(Saved data entries)

----

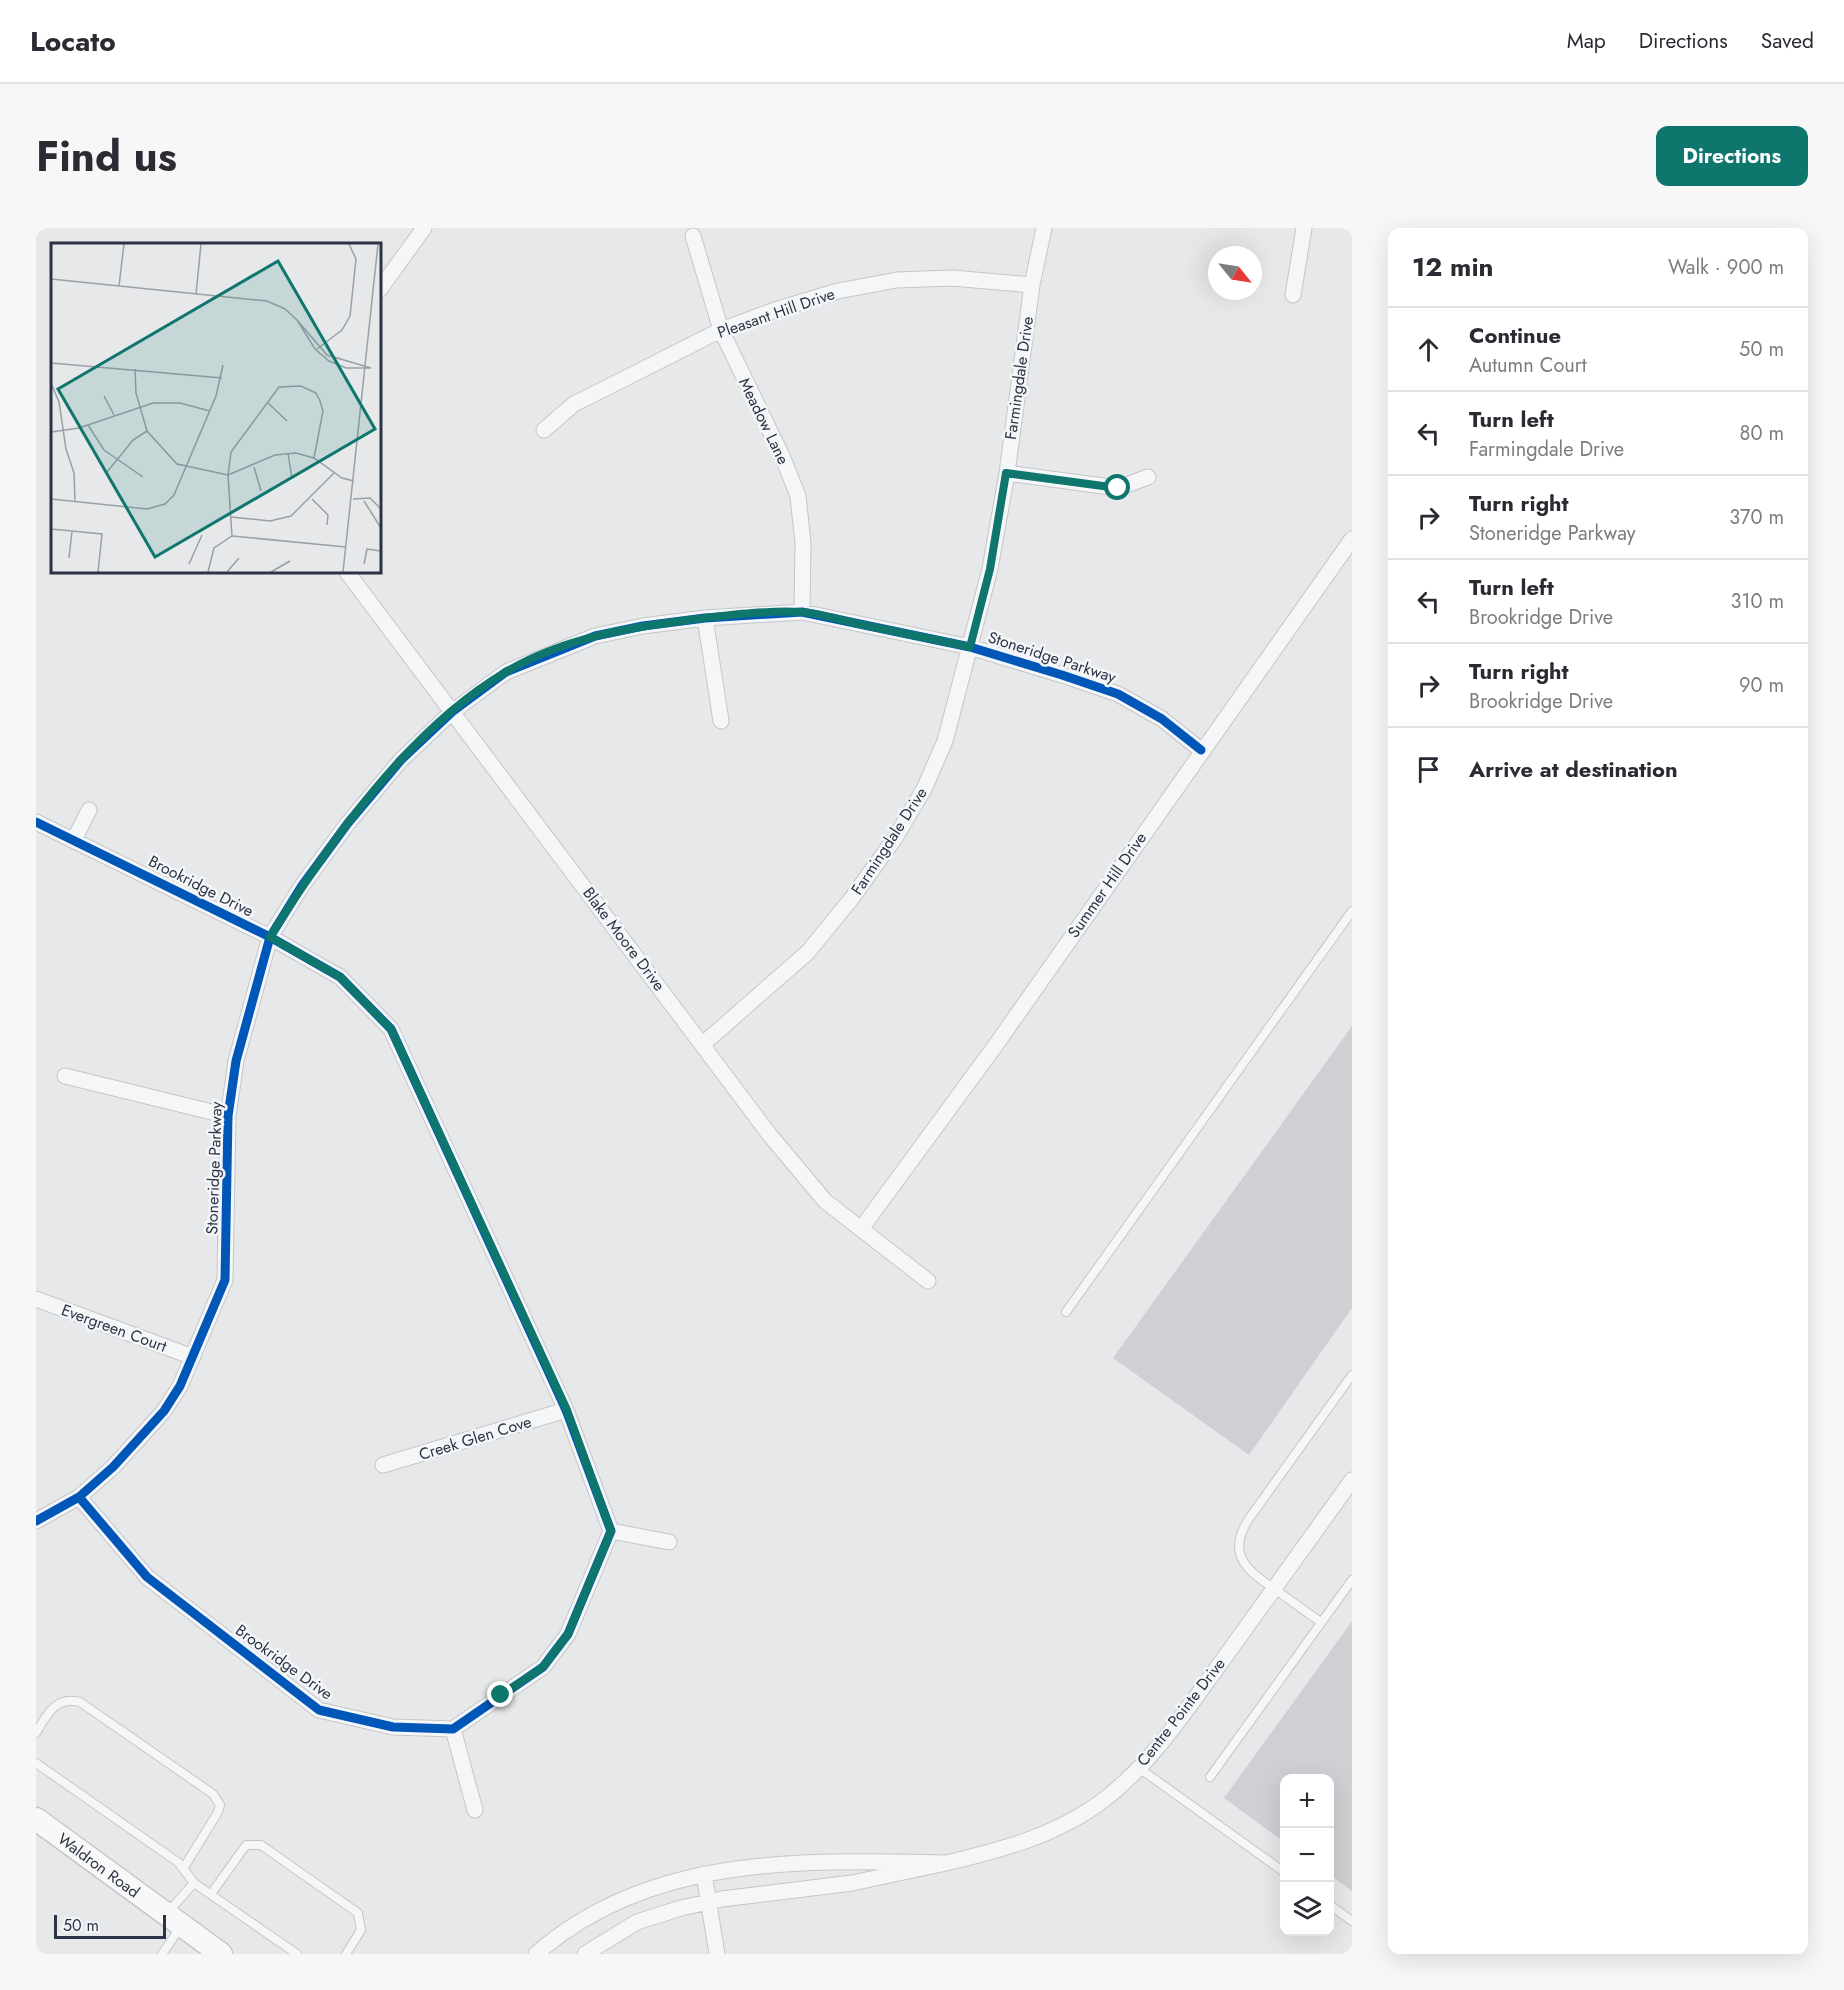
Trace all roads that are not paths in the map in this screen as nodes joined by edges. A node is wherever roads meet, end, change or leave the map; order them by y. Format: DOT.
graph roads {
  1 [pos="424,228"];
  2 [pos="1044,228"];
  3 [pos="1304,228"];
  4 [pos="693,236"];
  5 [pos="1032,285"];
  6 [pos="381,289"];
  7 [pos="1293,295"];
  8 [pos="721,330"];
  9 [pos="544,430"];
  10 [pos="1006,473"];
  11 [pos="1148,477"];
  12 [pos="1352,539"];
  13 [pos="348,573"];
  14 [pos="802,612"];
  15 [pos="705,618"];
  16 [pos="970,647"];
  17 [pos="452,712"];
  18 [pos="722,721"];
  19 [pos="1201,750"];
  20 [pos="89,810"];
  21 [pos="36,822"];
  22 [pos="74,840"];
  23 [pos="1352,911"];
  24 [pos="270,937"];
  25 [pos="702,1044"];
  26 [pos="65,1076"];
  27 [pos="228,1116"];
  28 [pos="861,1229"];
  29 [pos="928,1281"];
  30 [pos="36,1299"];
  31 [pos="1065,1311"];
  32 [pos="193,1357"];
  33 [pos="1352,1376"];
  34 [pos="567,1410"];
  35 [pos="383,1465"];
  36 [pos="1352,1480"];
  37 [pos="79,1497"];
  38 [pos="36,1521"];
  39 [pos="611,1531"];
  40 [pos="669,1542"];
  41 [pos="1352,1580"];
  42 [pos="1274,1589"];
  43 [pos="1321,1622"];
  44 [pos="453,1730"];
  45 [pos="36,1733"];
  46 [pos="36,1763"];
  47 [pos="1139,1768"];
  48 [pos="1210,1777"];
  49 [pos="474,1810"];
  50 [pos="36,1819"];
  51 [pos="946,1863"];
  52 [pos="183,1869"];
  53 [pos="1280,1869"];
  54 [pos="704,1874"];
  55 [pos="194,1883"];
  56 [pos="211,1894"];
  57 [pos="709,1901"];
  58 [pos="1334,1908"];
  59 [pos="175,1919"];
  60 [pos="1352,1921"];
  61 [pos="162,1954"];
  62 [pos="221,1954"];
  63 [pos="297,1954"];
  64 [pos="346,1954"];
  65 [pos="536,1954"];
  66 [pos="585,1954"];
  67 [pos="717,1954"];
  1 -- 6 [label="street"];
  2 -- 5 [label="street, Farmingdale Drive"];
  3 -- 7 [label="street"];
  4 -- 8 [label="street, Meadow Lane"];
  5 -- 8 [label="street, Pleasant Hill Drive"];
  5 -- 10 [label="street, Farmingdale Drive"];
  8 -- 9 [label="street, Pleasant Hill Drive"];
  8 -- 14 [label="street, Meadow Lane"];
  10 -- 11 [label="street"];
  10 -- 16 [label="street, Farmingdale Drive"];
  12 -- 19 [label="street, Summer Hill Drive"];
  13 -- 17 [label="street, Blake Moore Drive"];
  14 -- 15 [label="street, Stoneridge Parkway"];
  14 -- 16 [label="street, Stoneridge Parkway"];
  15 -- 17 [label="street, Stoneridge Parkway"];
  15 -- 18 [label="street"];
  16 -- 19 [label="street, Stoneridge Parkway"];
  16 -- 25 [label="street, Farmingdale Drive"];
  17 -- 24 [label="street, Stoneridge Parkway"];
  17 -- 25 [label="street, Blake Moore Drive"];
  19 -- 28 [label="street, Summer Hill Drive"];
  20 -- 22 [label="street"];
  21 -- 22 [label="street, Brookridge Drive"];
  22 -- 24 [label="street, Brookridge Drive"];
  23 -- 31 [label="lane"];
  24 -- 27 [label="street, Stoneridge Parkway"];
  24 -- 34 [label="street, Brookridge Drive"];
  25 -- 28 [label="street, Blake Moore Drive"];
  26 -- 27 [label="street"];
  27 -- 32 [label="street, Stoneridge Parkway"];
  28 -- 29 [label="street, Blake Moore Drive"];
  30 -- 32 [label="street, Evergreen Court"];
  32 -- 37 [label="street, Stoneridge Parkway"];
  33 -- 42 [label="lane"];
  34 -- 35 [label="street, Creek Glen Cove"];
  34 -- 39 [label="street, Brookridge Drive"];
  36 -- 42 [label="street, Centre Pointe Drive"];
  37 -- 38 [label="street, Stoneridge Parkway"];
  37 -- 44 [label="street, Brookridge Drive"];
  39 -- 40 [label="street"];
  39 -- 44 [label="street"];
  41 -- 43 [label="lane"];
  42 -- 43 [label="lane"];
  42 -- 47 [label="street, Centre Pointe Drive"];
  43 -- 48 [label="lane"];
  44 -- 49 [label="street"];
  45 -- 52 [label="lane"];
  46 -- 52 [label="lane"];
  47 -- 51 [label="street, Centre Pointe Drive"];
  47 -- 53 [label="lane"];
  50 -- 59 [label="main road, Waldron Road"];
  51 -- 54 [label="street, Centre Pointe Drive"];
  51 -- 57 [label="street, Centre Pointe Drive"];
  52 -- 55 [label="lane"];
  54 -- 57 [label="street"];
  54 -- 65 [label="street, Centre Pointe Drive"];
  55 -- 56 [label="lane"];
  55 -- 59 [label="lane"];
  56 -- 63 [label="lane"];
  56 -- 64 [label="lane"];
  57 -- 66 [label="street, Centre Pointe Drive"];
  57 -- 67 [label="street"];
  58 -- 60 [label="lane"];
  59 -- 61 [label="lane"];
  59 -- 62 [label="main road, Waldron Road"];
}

----

Please transcribe all of the entries exactly and omit any picture they hold.

Trace all roads that are not paths in the map in this screen as nodes joined by edges. A node is wherever roads meet, end, change or leave the map; order them by y. Format: DOT.
graph roads {
  1 [pos="424,228"];
  2 [pos="1044,228"];
  3 [pos="1304,228"];
  4 [pos="693,236"];
  5 [pos="1032,285"];
  6 [pos="381,289"];
  7 [pos="1293,295"];
  8 [pos="721,330"];
  9 [pos="544,430"];
  10 [pos="1006,473"];
  11 [pos="1148,477"];
  12 [pos="1352,539"];
  13 [pos="348,573"];
  14 [pos="802,612"];
  15 [pos="705,618"];
  16 [pos="970,647"];
  17 [pos="452,712"];
  18 [pos="722,721"];
  19 [pos="1201,750"];
  20 [pos="89,810"];
  21 [pos="36,822"];
  22 [pos="74,840"];
  23 [pos="1352,911"];
  24 [pos="270,937"];
  25 [pos="702,1044"];
  26 [pos="65,1076"];
  27 [pos="228,1116"];
  28 [pos="861,1229"];
  29 [pos="928,1281"];
  30 [pos="36,1299"];
  31 [pos="1065,1311"];
  32 [pos="193,1357"];
  33 [pos="1352,1376"];
  34 [pos="567,1410"];
  35 [pos="383,1465"];
  36 [pos="1352,1480"];
  37 [pos="79,1497"];
  38 [pos="36,1521"];
  39 [pos="611,1531"];
  40 [pos="669,1542"];
  41 [pos="1352,1580"];
  42 [pos="1274,1589"];
  43 [pos="1321,1622"];
  44 [pos="453,1730"];
  45 [pos="36,1733"];
  46 [pos="36,1763"];
  47 [pos="1139,1768"];
  48 [pos="1210,1777"];
  49 [pos="474,1810"];
  50 [pos="36,1819"];
  51 [pos="946,1863"];
  52 [pos="183,1869"];
  53 [pos="1280,1869"];
  54 [pos="704,1874"];
  55 [pos="194,1883"];
  56 [pos="211,1894"];
  57 [pos="709,1901"];
  58 [pos="1334,1908"];
  59 [pos="175,1919"];
  60 [pos="1352,1921"];
  61 [pos="162,1954"];
  62 [pos="221,1954"];
  63 [pos="297,1954"];
  64 [pos="346,1954"];
  65 [pos="536,1954"];
  66 [pos="585,1954"];
  67 [pos="717,1954"];
  1 -- 6 [label="street"];
  2 -- 5 [label="street, Farmingdale Drive"];
  3 -- 7 [label="street"];
  4 -- 8 [label="street, Meadow Lane"];
  5 -- 8 [label="street, Pleasant Hill Drive"];
  5 -- 10 [label="street, Farmingdale Drive"];
  8 -- 9 [label="street, Pleasant Hill Drive"];
  8 -- 14 [label="street, Meadow Lane"];
  10 -- 11 [label="street"];
  10 -- 16 [label="street, Farmingdale Drive"];
  12 -- 19 [label="street, Summer Hill Drive"];
  13 -- 17 [label="street, Blake Moore Drive"];
  14 -- 15 [label="street, Stoneridge Parkway"];
  14 -- 16 [label="street, Stoneridge Parkway"];
  15 -- 17 [label="street, Stoneridge Parkway"];
  15 -- 18 [label="street"];
  16 -- 19 [label="street, Stoneridge Parkway"];
  16 -- 25 [label="street, Farmingdale Drive"];
  17 -- 24 [label="street, Stoneridge Parkway"];
  17 -- 25 [label="street, Blake Moore Drive"];
  19 -- 28 [label="street, Summer Hill Drive"];
  20 -- 22 [label="street"];
  21 -- 22 [label="street, Brookridge Drive"];
  22 -- 24 [label="street, Brookridge Drive"];
  23 -- 31 [label="lane"];
  24 -- 27 [label="street, Stoneridge Parkway"];
  24 -- 34 [label="street, Brookridge Drive"];
  25 -- 28 [label="street, Blake Moore Drive"];
  26 -- 27 [label="street"];
  27 -- 32 [label="street, Stoneridge Parkway"];
  28 -- 29 [label="street, Blake Moore Drive"];
  30 -- 32 [label="street, Evergreen Court"];
  32 -- 37 [label="street, Stoneridge Parkway"];
  33 -- 42 [label="lane"];
  34 -- 35 [label="street, Creek Glen Cove"];
  34 -- 39 [label="street, Brookridge Drive"];
  36 -- 42 [label="street, Centre Pointe Drive"];
  37 -- 38 [label="street, Stoneridge Parkway"];
  37 -- 44 [label="street, Brookridge Drive"];
  39 -- 40 [label="street"];
  39 -- 44 [label="street"];
  41 -- 43 [label="lane"];
  42 -- 43 [label="lane"];
  42 -- 47 [label="street, Centre Pointe Drive"];
  43 -- 48 [label="lane"];
  44 -- 49 [label="street"];
  45 -- 52 [label="lane"];
  46 -- 52 [label="lane"];
  47 -- 51 [label="street, Centre Pointe Drive"];
  47 -- 53 [label="lane"];
  50 -- 59 [label="main road, Waldron Road"];
  51 -- 54 [label="street, Centre Pointe Drive"];
  51 -- 57 [label="street, Centre Pointe Drive"];
  52 -- 55 [label="lane"];
  54 -- 57 [label="street"];
  54 -- 65 [label="street, Centre Pointe Drive"];
  55 -- 56 [label="lane"];
  55 -- 59 [label="lane"];
  56 -- 63 [label="lane"];
  56 -- 64 [label="lane"];
  57 -- 66 [label="street, Centre Pointe Drive"];
  57 -- 67 [label="street"];
  58 -- 60 [label="lane"];
  59 -- 61 [label="lane"];
  59 -- 62 [label="main road, Waldron Road"];
}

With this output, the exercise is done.